Copy out, from the data, each line containing the string "Right".

Landmark coordinate records
══════════════════════════════
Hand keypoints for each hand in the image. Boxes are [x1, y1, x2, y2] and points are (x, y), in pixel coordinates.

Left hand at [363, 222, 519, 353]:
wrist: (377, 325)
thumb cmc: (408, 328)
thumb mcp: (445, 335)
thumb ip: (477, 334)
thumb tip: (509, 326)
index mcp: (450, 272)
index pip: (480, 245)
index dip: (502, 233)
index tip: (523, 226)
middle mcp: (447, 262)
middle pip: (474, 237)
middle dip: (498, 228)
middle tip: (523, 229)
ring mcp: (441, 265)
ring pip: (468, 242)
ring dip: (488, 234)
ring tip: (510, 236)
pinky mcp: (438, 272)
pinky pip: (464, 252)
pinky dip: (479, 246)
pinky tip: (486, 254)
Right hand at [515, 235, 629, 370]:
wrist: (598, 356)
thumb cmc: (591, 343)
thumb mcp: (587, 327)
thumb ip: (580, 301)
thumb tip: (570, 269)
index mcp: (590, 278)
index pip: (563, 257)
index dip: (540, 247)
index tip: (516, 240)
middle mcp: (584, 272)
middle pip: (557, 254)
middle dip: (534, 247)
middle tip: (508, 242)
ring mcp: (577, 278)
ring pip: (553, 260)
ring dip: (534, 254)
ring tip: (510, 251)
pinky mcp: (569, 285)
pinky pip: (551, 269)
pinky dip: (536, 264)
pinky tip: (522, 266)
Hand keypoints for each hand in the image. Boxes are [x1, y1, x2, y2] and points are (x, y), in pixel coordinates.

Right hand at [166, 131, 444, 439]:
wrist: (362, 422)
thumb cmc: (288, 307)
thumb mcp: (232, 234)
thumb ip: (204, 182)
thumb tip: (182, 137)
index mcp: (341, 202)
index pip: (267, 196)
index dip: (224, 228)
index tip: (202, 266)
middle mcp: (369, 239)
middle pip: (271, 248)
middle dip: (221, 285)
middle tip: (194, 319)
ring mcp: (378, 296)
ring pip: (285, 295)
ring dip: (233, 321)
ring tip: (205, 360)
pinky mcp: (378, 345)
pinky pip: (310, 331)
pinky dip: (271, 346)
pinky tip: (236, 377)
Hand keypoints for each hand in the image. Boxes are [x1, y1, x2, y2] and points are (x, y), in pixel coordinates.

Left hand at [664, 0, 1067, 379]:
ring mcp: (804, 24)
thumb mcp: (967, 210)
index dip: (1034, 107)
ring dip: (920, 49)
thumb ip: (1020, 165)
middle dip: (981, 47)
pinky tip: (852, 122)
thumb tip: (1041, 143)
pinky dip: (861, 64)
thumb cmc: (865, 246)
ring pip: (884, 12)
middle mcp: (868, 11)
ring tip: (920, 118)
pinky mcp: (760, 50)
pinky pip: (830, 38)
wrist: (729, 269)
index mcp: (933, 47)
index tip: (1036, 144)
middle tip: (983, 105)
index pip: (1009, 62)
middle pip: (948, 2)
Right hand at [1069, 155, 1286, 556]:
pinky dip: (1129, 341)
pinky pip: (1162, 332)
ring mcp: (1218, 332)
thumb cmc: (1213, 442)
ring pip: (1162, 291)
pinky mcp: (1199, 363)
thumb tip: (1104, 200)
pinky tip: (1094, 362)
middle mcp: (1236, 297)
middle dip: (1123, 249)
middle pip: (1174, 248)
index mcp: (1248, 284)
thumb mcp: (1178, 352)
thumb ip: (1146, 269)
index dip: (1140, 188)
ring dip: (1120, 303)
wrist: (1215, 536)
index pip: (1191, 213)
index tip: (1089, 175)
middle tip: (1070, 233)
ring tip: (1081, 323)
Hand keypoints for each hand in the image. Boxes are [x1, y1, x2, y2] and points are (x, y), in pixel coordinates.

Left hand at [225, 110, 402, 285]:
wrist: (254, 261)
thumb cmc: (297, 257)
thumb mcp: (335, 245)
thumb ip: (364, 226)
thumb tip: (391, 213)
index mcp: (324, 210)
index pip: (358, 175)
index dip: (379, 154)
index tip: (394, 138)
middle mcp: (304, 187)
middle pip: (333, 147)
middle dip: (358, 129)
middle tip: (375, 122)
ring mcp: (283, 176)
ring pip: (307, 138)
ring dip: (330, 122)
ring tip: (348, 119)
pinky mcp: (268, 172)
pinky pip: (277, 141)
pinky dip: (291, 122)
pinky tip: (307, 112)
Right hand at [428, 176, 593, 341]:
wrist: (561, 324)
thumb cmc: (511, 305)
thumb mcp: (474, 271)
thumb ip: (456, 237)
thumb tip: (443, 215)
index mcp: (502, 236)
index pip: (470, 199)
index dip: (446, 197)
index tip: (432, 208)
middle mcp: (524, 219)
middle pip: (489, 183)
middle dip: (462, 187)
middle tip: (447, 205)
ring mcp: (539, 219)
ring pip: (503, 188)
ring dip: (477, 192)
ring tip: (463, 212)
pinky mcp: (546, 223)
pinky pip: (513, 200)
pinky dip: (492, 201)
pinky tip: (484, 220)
══════════════════════════════
*Answer box*
Right hand at [515, 235, 629, 370]:
Right hand at [166, 131, 444, 439]:
Right hand at [1069, 155, 1286, 556]:
Right hand at [428, 176, 593, 341]:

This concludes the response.